A much-anticipated Gulf union is inevitable and will happen because people in the region are keen on it, Prince Turki al-Faisal, Saudi Arabia’s former Intelligence Chief who also served as ambassador in both the United States and United Kingdom, told the conference.
He was commenting on remarks made Saturday by Yusuf bin Alawi bin Abdullah, the Omani foreign minister, who said his country rejected the Gulf union and would pull out of the club if the union were approved.
“Everyone has the right to express their opinions,” Prince Turki retorted. “However, this will not prevent the union from happening. Oman can join it then or later, or not at all,” he said.
On the nuclear talks in Geneva last month between the 5+1 world powers and Iran, Prince Turki said they lacked a “very important factor” – namely, the participation of Iran’s Gulf neighbors.
“I don’t know the reasons for that… because eventually we are the ones that will be affected by anything -- a military event or a nuclear leak or any earthquake that may hit the [nuclear] sites in Iran,” he remarked.
“No doubt we are now facing a big smile from the Iranian leadership in the way they are dealing with the Gulf.”
Prince Turki added: “Iran must take concrete measures before we can judge whether it is going forward with a smile, or simply showing its teeth.”

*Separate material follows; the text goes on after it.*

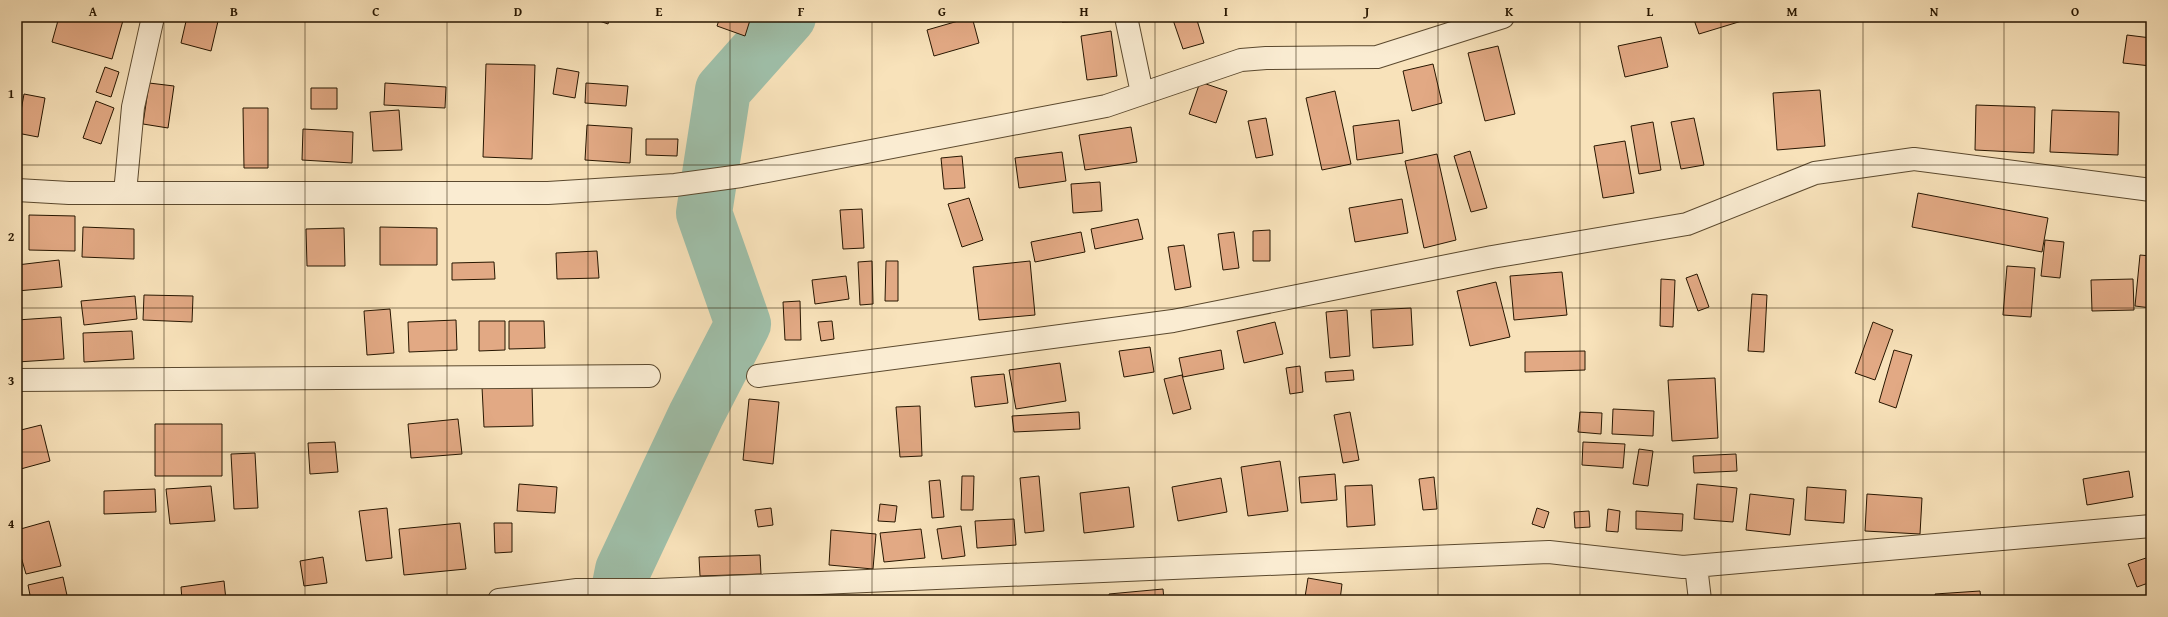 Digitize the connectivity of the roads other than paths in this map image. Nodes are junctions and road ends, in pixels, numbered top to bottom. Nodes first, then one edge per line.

Prince Turki said television and radio stations in Iran are targeting the Gulf Arabs with inflammatory broadcasts tackling “sensitive issues in our Arab world.”
Addressing Iran, he said: “Why don’t you close them down and show us your good intentions? Show us you are serious about this real, wide smile you are showing us.”
The six GCC partners hold their annual year-end summit in Kuwait, tomorrow, Tuesday.
Ghassan Charbel, editor-in-chief of al-Hayat, has this word today to tell tomorrow’s summiteers:
The region is unlike the one that existed three years ago.
Governments are confused. Armies are anxious. Borders are violated or about to be…
Iraq’s disintegration is an undeniable fact. The dismemberment of Yemen is flagrant. What looked like a Syrian intifada turned out to be a sectarian war feeding tension into the neighbors’ arteries.
Lebanon’s institutions are in a coma and its doors are open to refugees and fire. Libya, which spent four decades under one leader, today terrorizes its people, neighbors and the world. From Yemen to Tunisia, al-Qaeda and its ilk are omnipresent…
Today’s world is much more dangerous than the world that witnessed the birth of the GCC in 1981.
Bar Israel, four key regional states will play a dominant role in this difficult phase depending on their respective internal stability, resources and alliances.
They are Saudi Arabia, Egypt, Iran and Turkey.
GCC leaders who meet in Kuwait tomorrow are aware of the magnitude of the threats to stability and roles. They know the importance of adapting to change.
Oman’s attitude clearly unveiled that the Gulf union’s journey won’t be trouble-free.
But sensitivities should not forestall attempts to reconcile views of the various GCC member states on how to handle this phase of containing risks and assigning roles.